Assessment is an explicit obligation of modern academic programs. The Educational Testing Service's (ETS) exam in business is an external standardized measure of assessment widely used to assess undergraduate business programs. Standardized exams like the ETS business exam offer a convenient tool for benchmarking student general knowledge compared to students at other schools. Evidence supporting the correlation between ETS scores and a student's actual business knowledge is limited but is widely employed as a tool for analysis. The purpose of this paper is to evaluate the determinants of student performance on the ETS major field achievement exam with a focus on students taking multiple business courses in the online environment. There is little or no literature examining the impact of online courses on student performance on the ETS exam despite the fact that online and hybrid instruction have become ubiquitous throughout many college campuses during the last decade. The results of this study are derived at a public university located in the Southwestern part of the United States. The institution is mid-sized with a total enrollment of approximately 7,500 total students, 1,000 undergraduate business students, and 350 graduate business students.

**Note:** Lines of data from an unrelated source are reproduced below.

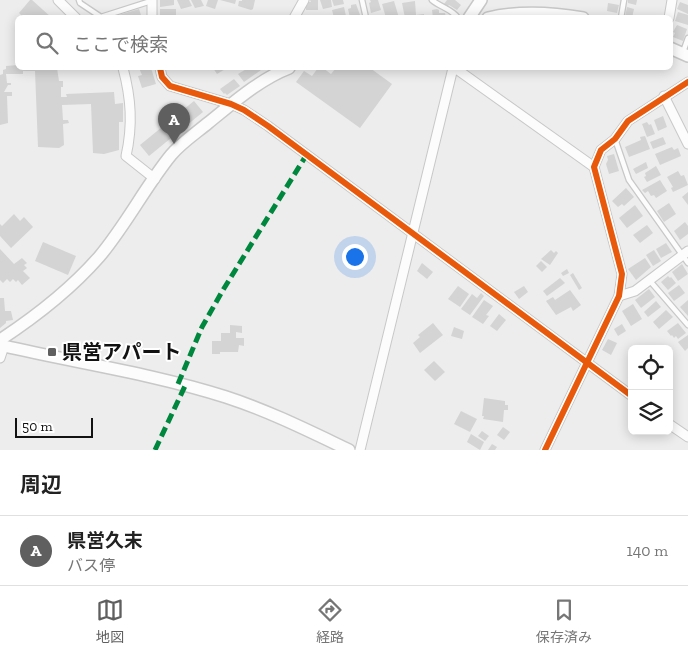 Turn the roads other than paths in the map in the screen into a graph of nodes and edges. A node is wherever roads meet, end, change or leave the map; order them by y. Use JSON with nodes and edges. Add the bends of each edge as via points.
{"nodes":[{"id":1,"x":58,"y":0,"type":"edge"},
{"id":2,"x":79,"y":0,"type":"edge"},
{"id":3,"x":152,"y":0,"type":"edge"},
{"id":4,"x":304,"y":0,"type":"edge"},
{"id":5,"x":362,"y":0,"type":"edge"},
{"id":6,"x":432,"y":0,"type":"edge"},
{"id":7,"x":481,"y":0,"type":"edge"},
{"id":8,"x":624,"y":0,"type":"edge"},
{"id":9,"x":672,"y":0,"type":"edge"},
{"id":10,"x":73,"y":15,"type":"edge"},
{"id":11,"x":98,"y":15,"type":"edge"},
{"id":12,"x":107,"y":15,"type":"edge"},
{"id":13,"x":152,"y":15,"type":"edge"},
{"id":14,"x":296,"y":15,"type":"edge"},
{"id":15,"x":365,"y":15,"type":"edge"},
{"id":16,"x":456,"y":15,"type":"edge"},
{"id":17,"x":471,"y":15,"type":"edge"},
{"id":18,"x":512,"y":15,"type":"edge"},
{"id":19,"x":558,"y":15,"type":"edge"},
{"id":20,"x":622,"y":15,"type":"edge"},
{"id":21,"x":670,"y":15,"type":"edge"},
{"id":22,"x":688,"y":38,"type":"edge"},
{"id":23,"x":673,"y":49,"type":"edge"},
{"id":24,"x":685,"y":55,"type":"edge"},
{"id":25,"x":124,"y":70,"type":"edge"},
{"id":26,"x":160,"y":70,"type":"edge"},
{"id":27,"x":275,"y":70,"type":"edge"},
{"id":28,"x":454,"y":70,"type":"edge"},
{"id":29,"x":457,"y":70,"type":"edge"},
{"id":30,"x":688,"y":82,"type":"edge"},
{"id":31,"x":664,"y":96,"type":"junction"},
{"id":32,"x":231,"y":104,"type":"junction"},
{"id":33,"x":615,"y":139,"type":"junction"},
{"id":34,"x":688,"y":144,"type":"edge"},
{"id":35,"x":594,"y":167,"type":"junction"},
{"id":36,"x":155,"y":179,"type":"junction"},
{"id":37,"x":413,"y":233,"type":"junction"},
{"id":38,"x":685,"y":253,"type":"edge"},
{"id":39,"x":688,"y":263,"type":"edge"},
{"id":40,"x":650,"y":281,"type":"junction"},
{"id":41,"x":619,"y":296,"type":"junction"},
{"id":42,"x":688,"y":325,"type":"edge"},
{"id":43,"x":1,"y":346,"type":"edge"},
{"id":44,"x":586,"y":362,"type":"junction"},
{"id":45,"x":628,"y":393,"type":"edge"},
{"id":46,"x":673,"y":427,"type":"edge"},
{"id":47,"x":688,"y":437,"type":"edge"},
{"id":48,"x":349,"y":450,"type":"edge"},
{"id":49,"x":360,"y":450,"type":"edge"},
{"id":50,"x":545,"y":450,"type":"edge"}],
"edges":[{"from":1,"to":10,"type":"street"},
{"from":2,"to":11,"type":"lane","via":[[80,4]]},
{"from":3,"to":12,"type":"lane"},
{"from":3,"to":13,"type":"street"},
{"from":4,"to":14,"type":"street"},
{"from":5,"to":15,"type":"lane"},
{"from":6,"to":16,"type":"lane"},
{"from":7,"to":17,"type":"street"},
{"from":8,"to":20,"type":"lane"},
{"from":9,"to":21,"type":"street"},
{"from":18,"to":19,"type":"street"},
{"from":22,"to":24,"type":"lane"},
{"from":23,"to":24,"type":"street"},
{"from":25,"to":36,"type":"street","via":[[131,121],[126,156]]},
{"from":26,"to":32,"type":"street","via":[[170,86]]},
{"from":27,"to":32,"type":"street"},
{"from":28,"to":37,"type":"street"},
{"from":29,"to":35,"type":"street"},
{"from":30,"to":31,"type":"street"},
{"from":31,"to":33,"type":"street","via":[[628,120]]},
{"from":31,"to":34,"type":"street"},
{"from":32,"to":36,"type":"street","via":[[188,139]]},
{"from":32,"to":37,"type":"street","via":[[268,126]]},
{"from":33,"to":35,"type":"street","via":[[602,150]]},
{"from":33,"to":38,"type":"lane","via":[[629,180]]},
{"from":35,"to":41,"type":"street","via":[[622,274]]},
{"from":36,"to":43,"type":"street","via":[[97,259]]},
{"from":37,"to":44,"type":"street"},
{"from":37,"to":49,"type":"street"},
{"from":38,"to":39,"type":"lane"},
{"from":38,"to":40,"type":"street"},
{"from":40,"to":41,"type":"street","via":[[635,292]]},
{"from":40,"to":42,"type":"lane"},
{"from":41,"to":44,"type":"street"},
{"from":43,"to":48,"type":"street","via":[[228,398],[279,417]]},
{"from":44,"to":45,"type":"street"},
{"from":44,"to":50,"type":"street"},
{"from":46,"to":47,"type":"street"}]} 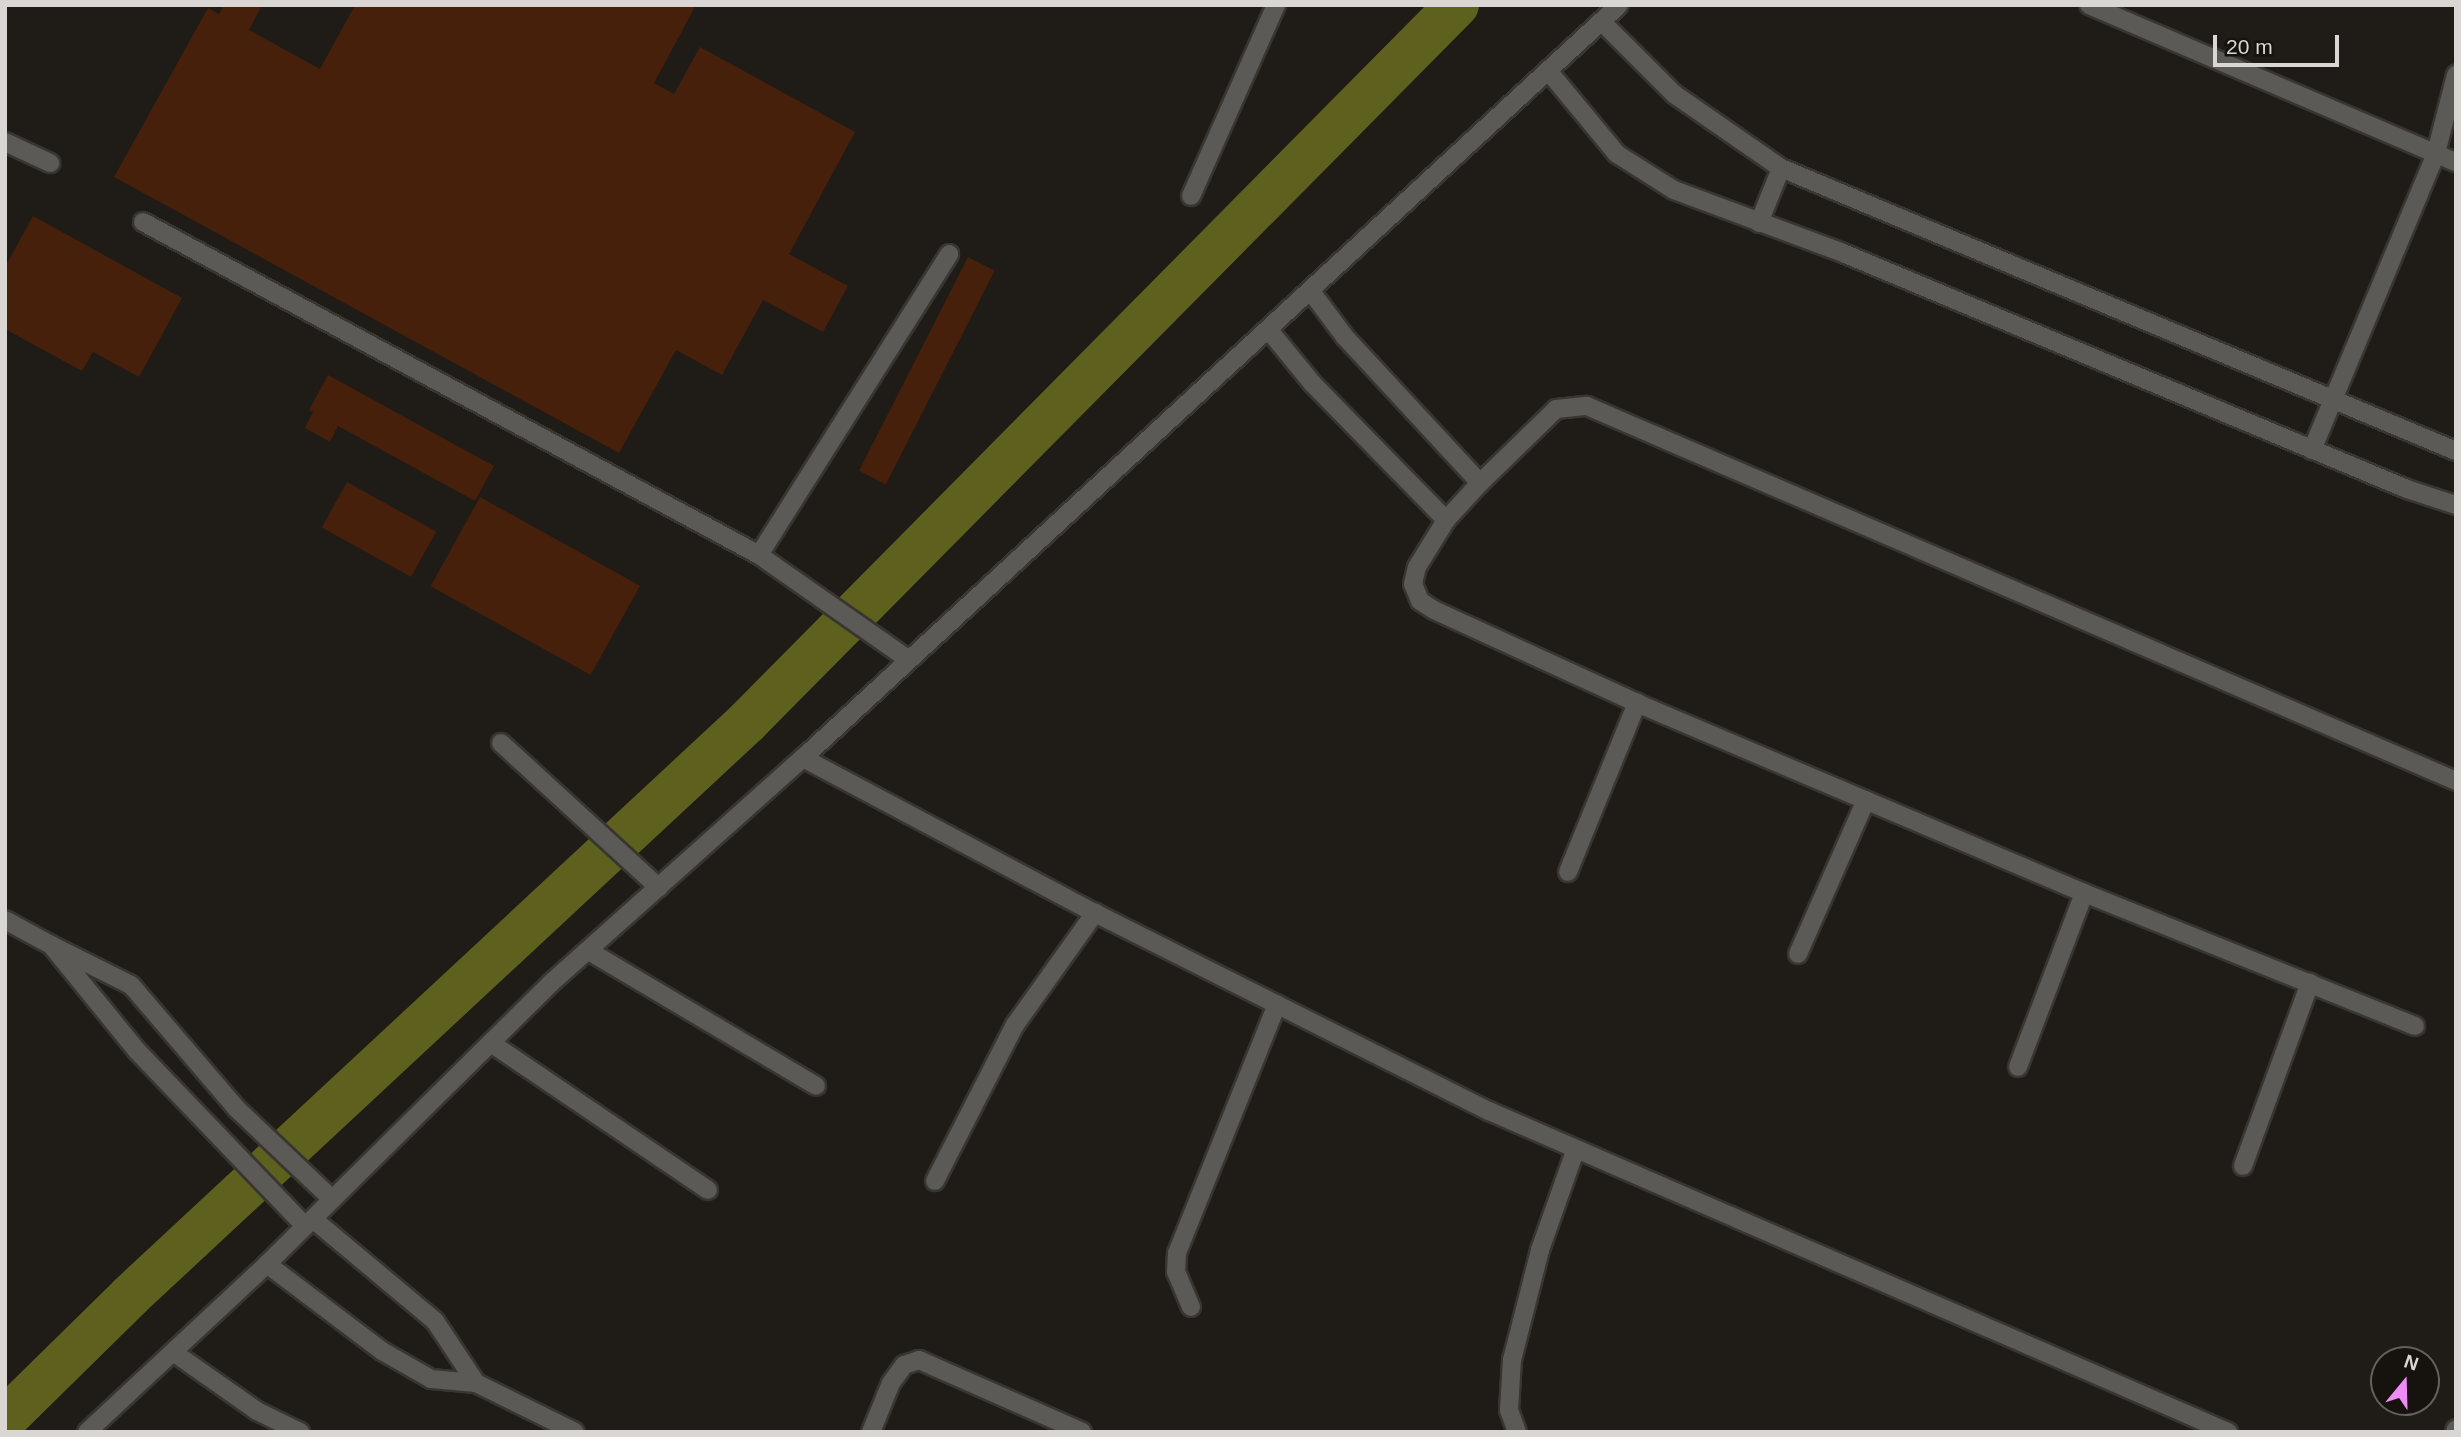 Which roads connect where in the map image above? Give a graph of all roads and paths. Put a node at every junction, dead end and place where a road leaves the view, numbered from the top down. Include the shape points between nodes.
1 (1276, 5) edge
2 (1619, 5) edge
3 (2089, 5) edge
4 (1602, 22) junction
5 (1549, 73) junction
6 (2456, 75) edge
7 (5, 142) edge
8 (2436, 153) junction
9 (2456, 162) edge
10 (50, 163) dead end
11 (1781, 168) junction
12 (1191, 196) dead end
13 (143, 222) dead end
14 (1759, 223) junction
15 (949, 254) dead end
16 (1310, 290) junction
17 (1268, 328) junction
18 (2333, 401) junction
19 (2312, 450) junction
20 (2456, 451) edge
21 (1480, 483) junction
22 (2456, 505) edge
23 (1446, 520) junction
24 (759, 555) junction
25 (909, 660) junction
26 (1637, 703) junction
27 (501, 743) dead end
28 (803, 758) junction
29 (2456, 782) edge
30 (1866, 800) junction
31 (1568, 872) dead end
32 (659, 888) junction
33 (2084, 893) junction
34 (1095, 913) junction
35 (5, 920) edge
36 (51, 945) junction
37 (589, 951) junction
38 (1798, 954) dead end
39 (2310, 982) junction
40 (1278, 1004) junction
41 (2414, 1026) dead end
42 (491, 1043) junction
43 (2018, 1067) dead end
44 (816, 1086) dead end
45 (1575, 1151) junction
46 (2243, 1166) dead end
47 (935, 1181) dead end
48 (708, 1190) dead end
49 (332, 1199) junction
50 (309, 1223) junction
51 (267, 1264) junction
52 (1191, 1307) dead end
53 (173, 1352) junction
54 (476, 1383) junction
55 (87, 1432) edge
56 (300, 1432) edge
57 (575, 1432) edge
58 (871, 1432) edge
59 (1082, 1432) edge
60 (1517, 1432) edge
61 (2228, 1432) edge

1 - 12 street
2 - 4 street
3 - 8 street
4 - 5 street
4 - 11 street via 1674,94 1740,144
5 - 14 street via 1617,154 1674,190
5 - 16 street
6 - 8 street
7 - 10 street
8 - 9 street
8 - 18 street
11 - 14 street
11 - 18 street
13 - 24 street
14 - 19 street via 1843,253
15 - 24 street
16 - 17 street
16 - 21 street via 1345,337
17 - 23 street via 1312,383
17 - 25 street
18 - 19 street
18 - 20 street
19 - 22 street
21 - 23 street
21 - 29 street via 1556,410 1587,406
23 - 26 street via 1417,567 1413,584 1420,601
24 - 25 street
25 - 28 street
26 - 30 street
26 - 31 street
27 - 32 street
28 - 32 street
28 - 34 street
30 - 33 street
30 - 38 street
32 - 37 street
33 - 39 street
33 - 43 street
34 - 40 street
34 - 47 street via 1015,1025
35 - 36 street
36 - 49 street via 131,985 237,1109
36 - 50 street via 130,1042 208,1127
37 - 42 street
37 - 44 street
39 - 41 street
39 - 46 street
40 - 45 street
40 - 52 street via 1177,1254 1177,1272
42 - 48 street
42 - 49 street
45 - 60 street via 1540,1250 1512,1360 1509,1410
45 - 61 street
49 - 50 street
50 - 51 street
50 - 54 street via 435,1321
51 - 53 street
51 - 54 street via 382,1351 432,1379
53 - 55 street
53 - 56 street via 257,1411
54 - 57 street
58 - 59 street via 891,1383 904,1365 919,1360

The organization of the manuscript is as follows: First, a brief literature review is put forth. The second section of the manuscript describes the data and model. The next section offers empirical results for the determinants of performance on the ETS exam. The final section offers conclusions and implications.

LITERATURE REVIEW

A vast amount of research exists on the determinants of student performance on the ETS exam. Mirchandani, Lynch, and Hamilton (2001) find that two types of variables are related to student performance on the ETS exam: input variables (SAT scores, transfer GPA, and gender) and process variables (grades in quantitative courses). They conclude that the SAT score is a dominant variable explaining most of the variation in ETS exam scores, although other variables including GPA and gender are also statistically significant. Black and Duhon (2003) employ a large sample of 297 students to determine student performance on the ETS exam. Their regression model reveals that GPA, ACT score, gender, and major are significant determinants of performance on the ETS exam. Bagamery, Lasik, and Nixon (2005) find gender, whether students took the SAT, and grades to be significant determinants of the ETS exam, while location, age, transfer status, and major are not significant. Bycio and Allen (2007) contribute to the literature by showing that, in addition to GPA and SAT scores, student motivation is an important determinant of performance on the ETS exam. Terry, Mills, and Sollosy (2008) find that student motivation to perform at a high-level on the ETS exam is significantly influenced by including the exam score as ten or twenty percent of the final grade in a business capstone course.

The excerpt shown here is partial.